Les poudres, lorsqu'elles sont mises en suspension (nuage), peuvent présenter un risque d'explosion. C'est pourquoi les poudres sont couvertes par la directive ATEX et les risques analysés de manière similaire aux vapeurs explosives.

Les explosions de poudre peuvent être très destructrices. De nombreux exemples ont été enregistrés dans les industries de process. Les explosions de silos à farine, par exemple, peuvent être particulièrement puissantes. En principe, toute poudre qui peut être oxydée (= brûlée) peut présenter un risque ATEX dans certaines conditions. En raison de leur fréquence, des dommages qu'elles peuvent causer et du manque de sensibilisation au sein de l'industrie, l'Union européenne a mis en place la directive ATEX qui rend obligatoire pour les industries de définir les zones où une atmosphère explosive de poussière peut être présente et mettre en place les mesures nécessaires pour prévenir ou atténuer le risque.

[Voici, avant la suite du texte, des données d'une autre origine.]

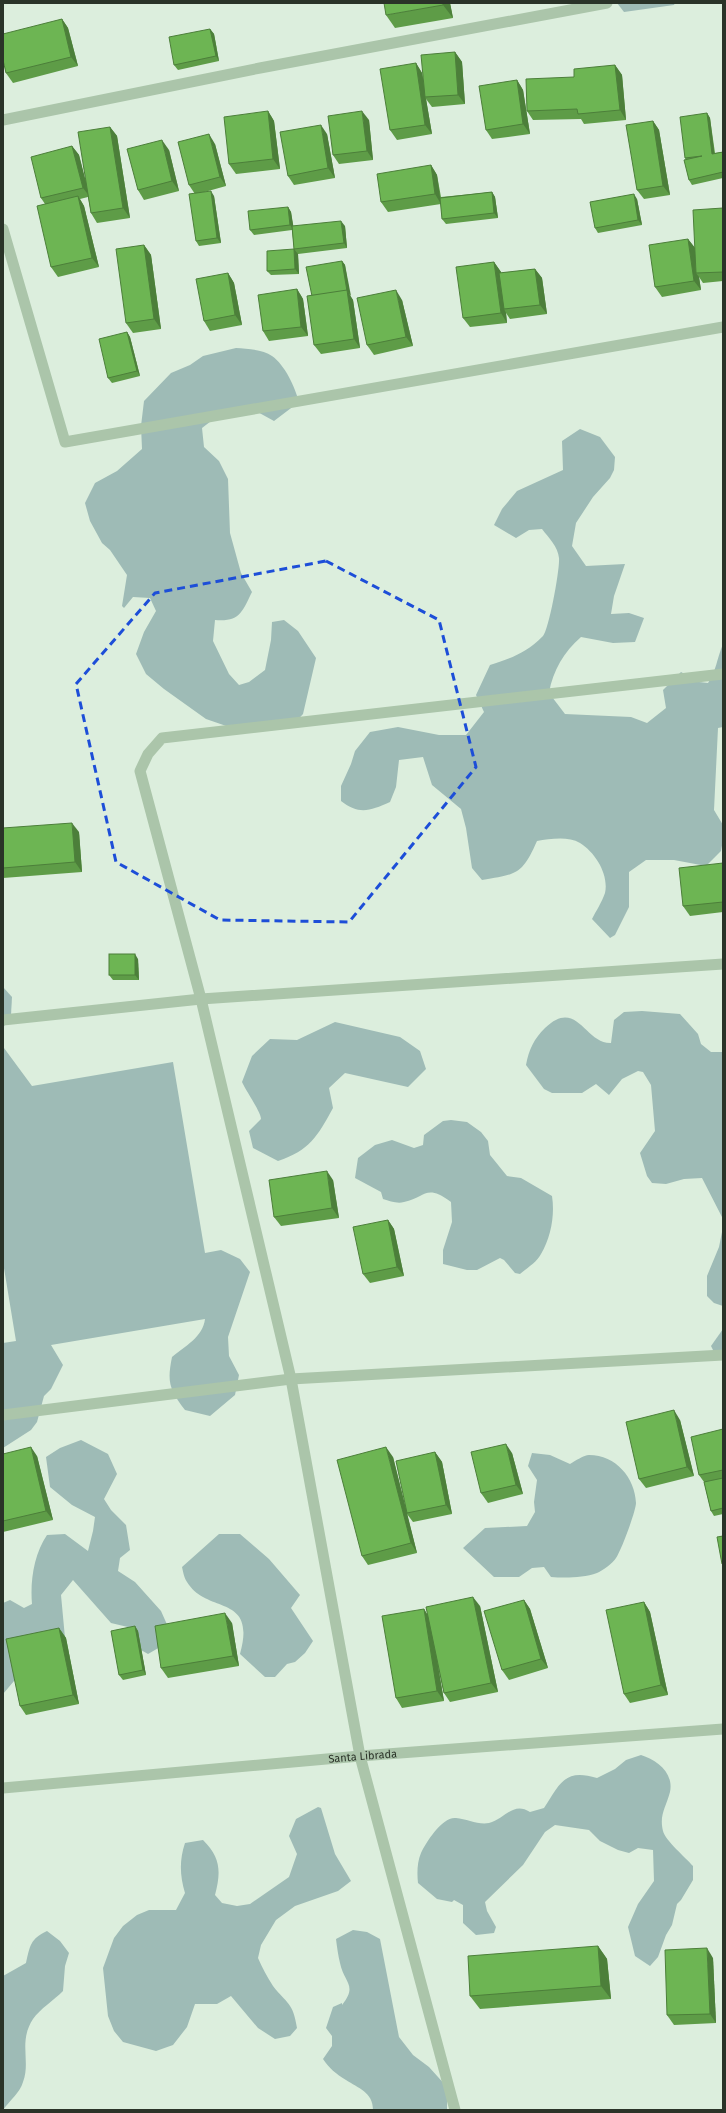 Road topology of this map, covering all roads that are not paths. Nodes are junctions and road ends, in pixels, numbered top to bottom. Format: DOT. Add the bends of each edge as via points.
graph roads {
  1 [pos="607,3"];
  2 [pos="3,120"];
  3 [pos="3,229"];
  4 [pos="723,327"];
  5 [pos="723,674"];
  6 [pos="723,964"];
  7 [pos="201,999"];
  8 [pos="3,1020"];
  9 [pos="723,1355"];
  10 [pos="292,1378"];
  11 [pos="3,1415"];
  12 [pos="723,1729"];
  13 [pos="360,1756"];
  14 [pos="3,1788"];
  15 [pos="455,2110"];
  1 -- 2 [label="street" via="260,68"];
  3 -- 4 [label="street" via="65,442"];
  5 -- 7 [label="street" via="162,738 148,754 140,771"];
  6 -- 7 [label="street"];
  7 -- 8 [label="street"];
  7 -- 10 [label="street"];
  9 -- 10 [label="street"];
  10 -- 11 [label="street"];
  10 -- 13 [label="street"];
  12 -- 13 [label="street, Santa Librada"];
  13 -- 14 [label="street, Santa Librada"];
  13 -- 15 [label="street"];
} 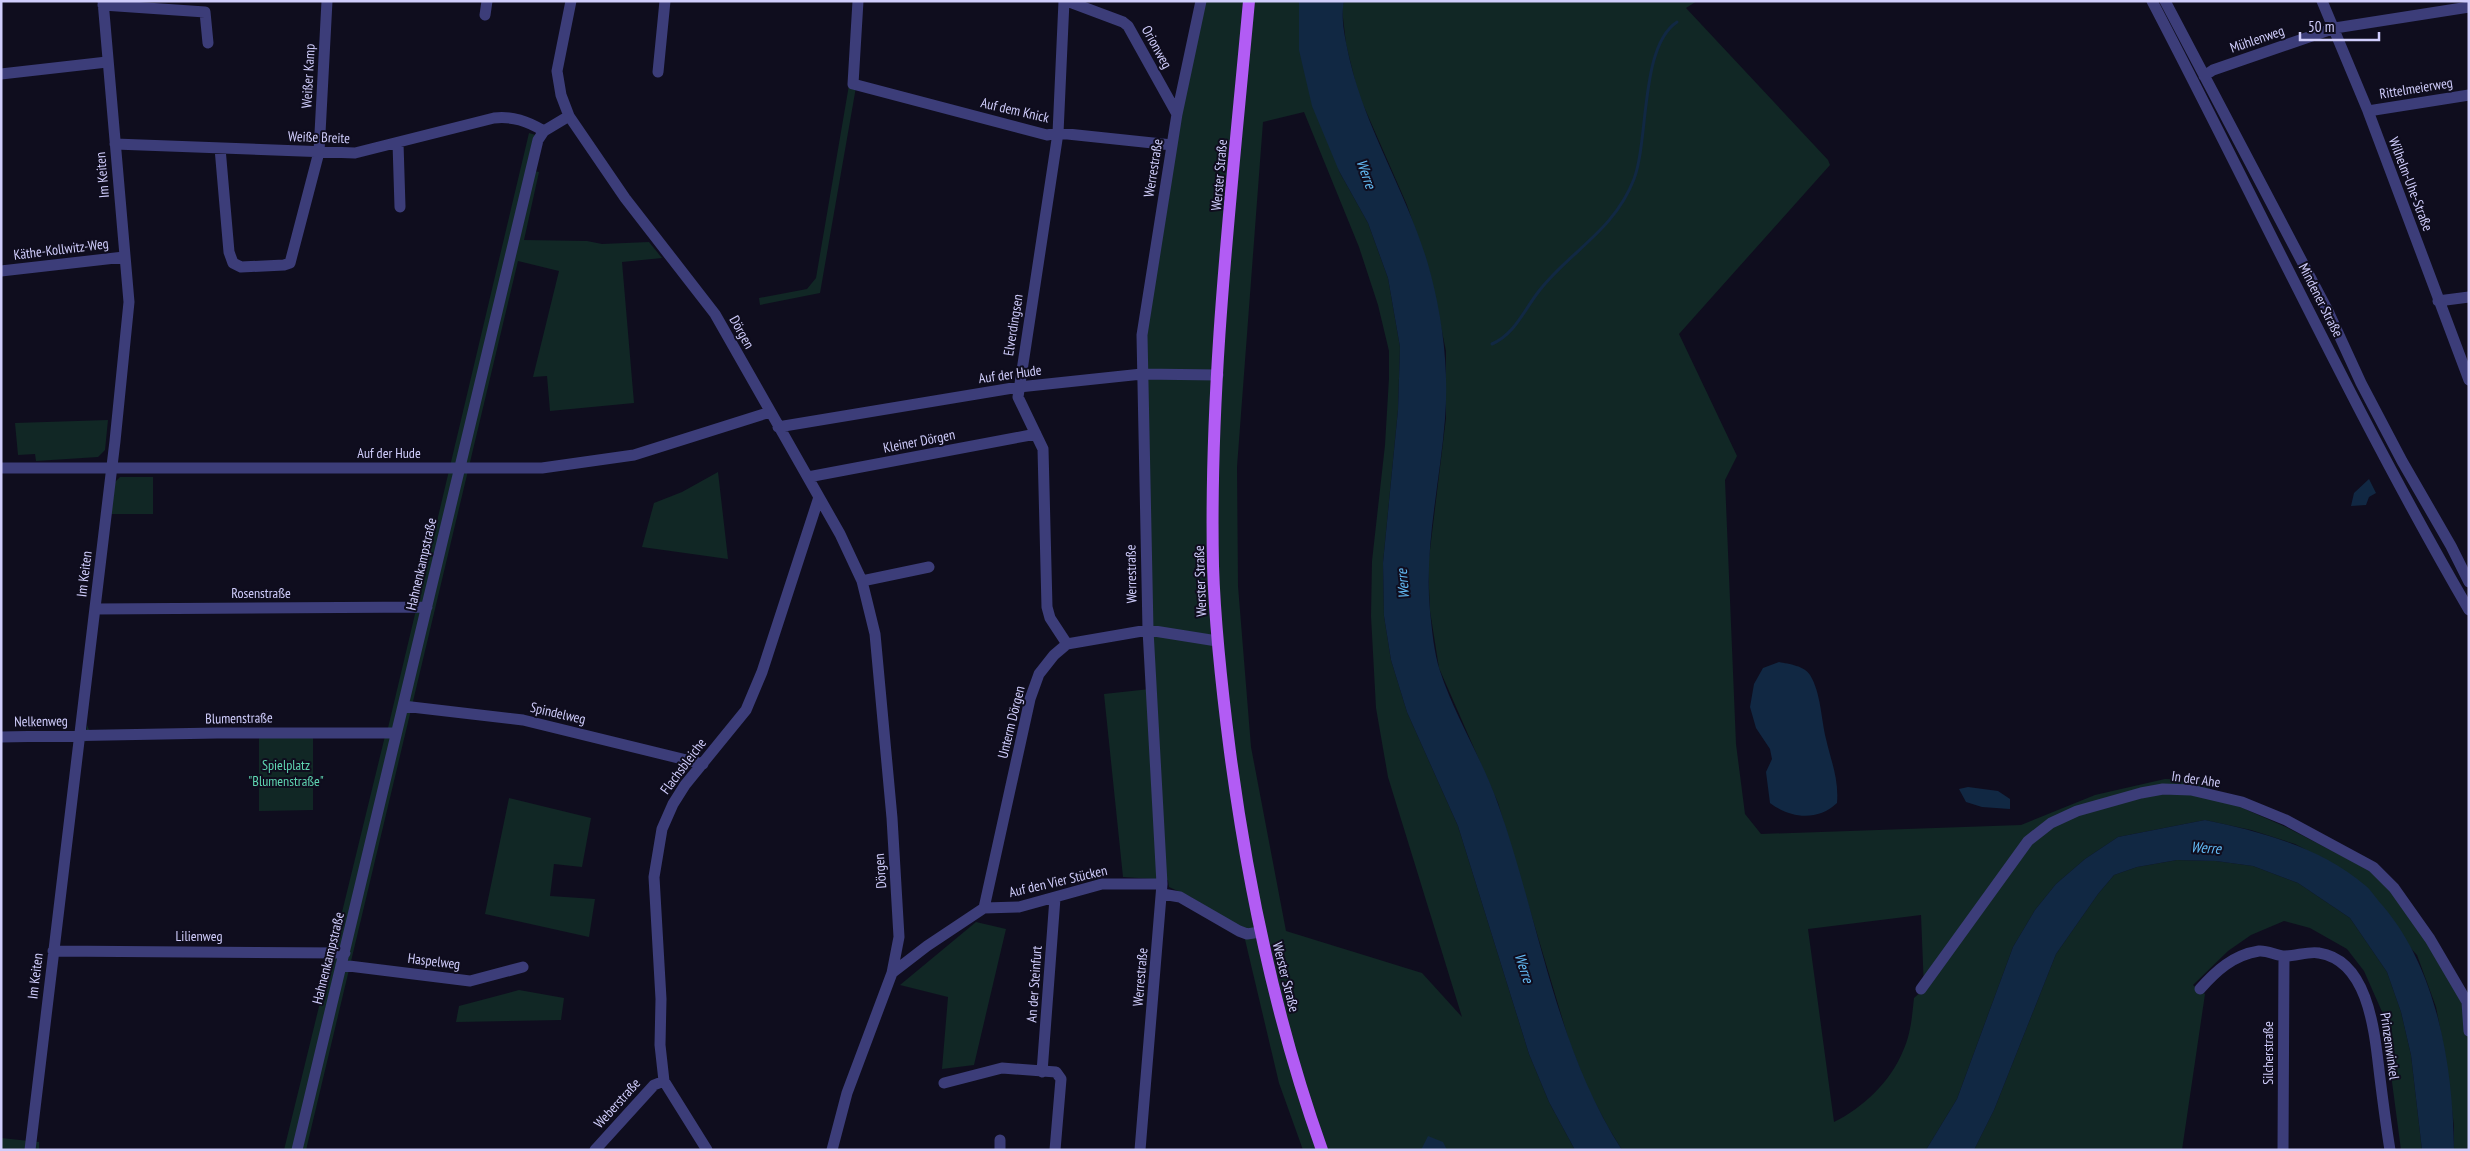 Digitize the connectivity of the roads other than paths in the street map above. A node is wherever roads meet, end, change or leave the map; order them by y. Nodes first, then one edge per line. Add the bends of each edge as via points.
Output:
1 (327, 1) edge
2 (487, 1) edge
3 (571, 1) edge
4 (664, 1) edge
5 (858, 1) edge
6 (1066, 1) edge
7 (1201, 1) edge
8 (1250, 1) edge
9 (2152, 1) edge
10 (2165, 1) edge
11 (2322, 1) edge
12 (103, 3) edge
13 (201, 6) edge
14 (2451, 6) edge
15 (2469, 7) edge
16 (485, 15) dead end
17 (2335, 28) junction
18 (208, 43) dead end
19 (107, 62) junction
20 (658, 72) dead end
21 (1, 74) edge
22 (2204, 76) junction
23 (2469, 95) edge
24 (2368, 111) junction
25 (1177, 114) junction
26 (569, 116) junction
27 (544, 131) junction
28 (1058, 133) junction
29 (398, 143) junction
30 (115, 144) junction
31 (1172, 146) junction
32 (220, 148) junction
33 (319, 152) junction
34 (400, 207) dead end
35 (124, 257) junction
36 (1, 271) edge
37 (2469, 297) edge
38 (2438, 300) junction
39 (1142, 374) junction
40 (1218, 375) junction
41 (2469, 380) edge
42 (1019, 387) junction
43 (770, 412) junction
44 (778, 427) junction
45 (1036, 434) junction
46 (1, 468) edge
47 (458, 468) junction
48 (112, 469) junction
49 (808, 477) junction
50 (820, 497) junction
51 (930, 567) dead end
52 (862, 581) junction
53 (2469, 582) edge
54 (427, 607) junction
55 (95, 609) junction
56 (2469, 610) edge
57 (1148, 630) junction
58 (1217, 642) junction
59 (1067, 644) junction
60 (403, 706) junction
61 (396, 733) junction
62 (81, 735) junction
63 (1, 737) edge
64 (703, 764) junction
65 (1162, 889) junction
66 (1055, 898) junction
67 (984, 908) junction
68 (1260, 932) junction
69 (53, 951) junction
70 (345, 953) junction
71 (2284, 956) junction
72 (341, 965) junction
73 (523, 967) dead end
74 (892, 973) junction
75 (1921, 989) dead end
76 (2200, 990) dead end
77 (2468, 1002) edge
78 (2469, 1031) edge
79 (1042, 1072) junction
80 (664, 1081) junction
81 (944, 1083) dead end
82 (30, 1150) edge
83 (298, 1150) edge
84 (595, 1150) edge
85 (706, 1150) edge
86 (832, 1150) edge
87 (1055, 1150) edge
88 (1140, 1150) edge
89 (1322, 1150) edge
90 (2283, 1150) edge
91 (2390, 1150) edge

1 - 33 street, Weißer Kamp
2 - 16 street
3 - 26 street via 557,71
4 - 20 street
5 - 28 street, Auf dem Knick via 853,84 1048,135
6 - 25 street, Orionweg via 1128,26
6 - 28 street, Elverdingsen
7 - 25 street, Werrestraße
8 - 40 main road, Werster Straße
9 - 56 street, Mindener Straße via 2370,430
10 - 22 street, Mindener Straße
11 - 17 street, Wilhelm-Uhe-Straße
12 - 13 street
12 - 19 street, Im Keiten
13 - 18 street via 205,12
14 - 15 street, Mühlenweg
14 - 17 street, Mühlenweg
17 - 22 street, Mühlenweg via 2213,70
17 - 24 street, Wilhelm-Uhe-Straße
19 - 21 street
19 - 30 street, Im Keiten
22 - 53 street, Mindener Straße via 2328,311 2402,461
23 - 24 street, Rittelmeierweg
24 - 38 street, Wilhelm-Uhe-Straße
25 - 31 street, Werrestraße
26 - 27 street
26 - 43 street, Dörgen via 625,198 715,314
27 - 29 street, Weiße Breite via 508,116
27 - 47 street, Hahnenkampstraße via 538,140
28 - 31 street, Auf dem Knick
28 - 42 street, Elverdingsen
29 - 33 street, Weiße Breite via 356,153
29 - 34 street
30 - 32 street, Weiße Breite
30 - 35 street, Im Keiten
31 - 39 street, Werrestraße via 1142,335
32 - 33 street, Weiße Breite
32 - 33 street, Weißer Kamp via 229,252 233,263 241,267 290,263
35 - 36 street, Käthe-Kollwitz-Weg
35 - 48 street, Im Keiten via 129,302
37 - 38 street
38 - 41 street, Wilhelm-Uhe-Straße
39 - 40 street, Auf der Hude
39 - 42 street, Auf der Hude
39 - 57 street, Werrestraße
40 - 58 main road, Werster Straße via 1213,508
42 - 44 street, Auf der Hude
42 - 45 street, Elverdingsen via 1018,397
43 - 44 street, Dörgen
43 - 47 street, Auf der Hude via 634,456 542,468
44 - 49 street, Dörgen
45 - 49 street, Kleiner Dörgen
45 - 59 street, Elverdingsen via 1043,450 1047,607 1056,631
46 - 48 street, Auf der Hude
47 - 48 street, Auf der Hude
47 - 54 street, Hahnenkampstraße
48 - 55 street, Im Keiten
49 - 50 street, Dörgen
50 - 52 street, Dörgen
50 - 64 street, Flachsbleiche via 762,672 746,710
51 - 52 street
52 - 74 street, Dörgen via 875,634 892,818 899,937
54 - 55 street, Rosenstraße
54 - 60 street, Hahnenkampstraße
55 - 62 street, Im Keiten
57 - 58 street
57 - 59 street
57 - 65 street, Werrestraße
58 - 68 main road, Werster Straße via 1236,800
59 - 67 street, Unterm Dörgen via 1039,674 1030,699
60 - 61 street, Hahnenkampstraße
60 - 64 street, Spindelweg via 523,720
61 - 62 street, Blumenstraße
61 - 70 street, Hahnenkampstraße
62 - 63 street, Nelkenweg
62 - 69 street, Im Keiten
64 - 80 street, Flachsbleiche via 677,797 662,829 654,876
65 - 66 street, Auf den Vier Stücken via 1102,884 1083,887
65 - 68 street, Auf den Vier Stücken via 1239,931 1247,934
65 - 88 street, Werrestraße
66 - 67 street, Auf den Vier Stücken via 1019,907
66 - 79 street, An der Steinfurt
67 - 74 street
68 - 89 main road, Werster Straße via 1295,1072
69 - 70 street, Lilienweg
69 - 82 street, Im Keiten
70 - 72 street, Hahnenkampstraße
71 - 76 street, Prinzenwinkel via 2260,951 2231,961 2215,972
71 - 90 street, Silcherstraße
71 - 91 street, Prinzenwinkel via 2319,953 2332,958 2348,970 2362,992 2374,1029
72 - 73 street, Haspelweg via 470,981
72 - 83 street, Hahnenkampstraße
74 - 86 street, Dörgen via 847,1093
75 - 77 street, In der Ahe via 2028,841 2051,823 2077,810 2163,789 2190,790 2242,802 2286,820 2373,867 2394,888 2430,939
77 - 78 street, In der Ahe
79 - 81 street via 1002,1068
79 - 87 street via 1056,1072 1061,1079
80 - 84 street, Weberstraße via 654,1085
80 - 85 street, Flachsbleiche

Cette page est principalement basée sur le règlement ATEX européen, mais la plupart des principes expliqués peuvent être utilisés pour une Analyse des risques de poussière (DHA).


1. Conditions d'explosivité

Triangle d'explosivité

Les conditions pouvant conduire à une explosion sont souvent représentées sous la forme d'un triangle. Chaque coin représente une des conditions. Pour qu'une explosion se produise, il est nécessaire d'avoir un combustible (la poudre), de l'oxygène et une source d'ignition.

Triangle d'explosion ATEX

Figure 1 : Triangle d'explosion

Pentagone d'explosion de poussière

Dans le cas de l'explosion de poudres, deux autres conditions doivent être remplies : la dispersion (pour avoir un nuage de poussière) et la confinement. C'est pourquoi les conditions d'explosion ATEX sont parfois représentées sous la forme d'un pentagone.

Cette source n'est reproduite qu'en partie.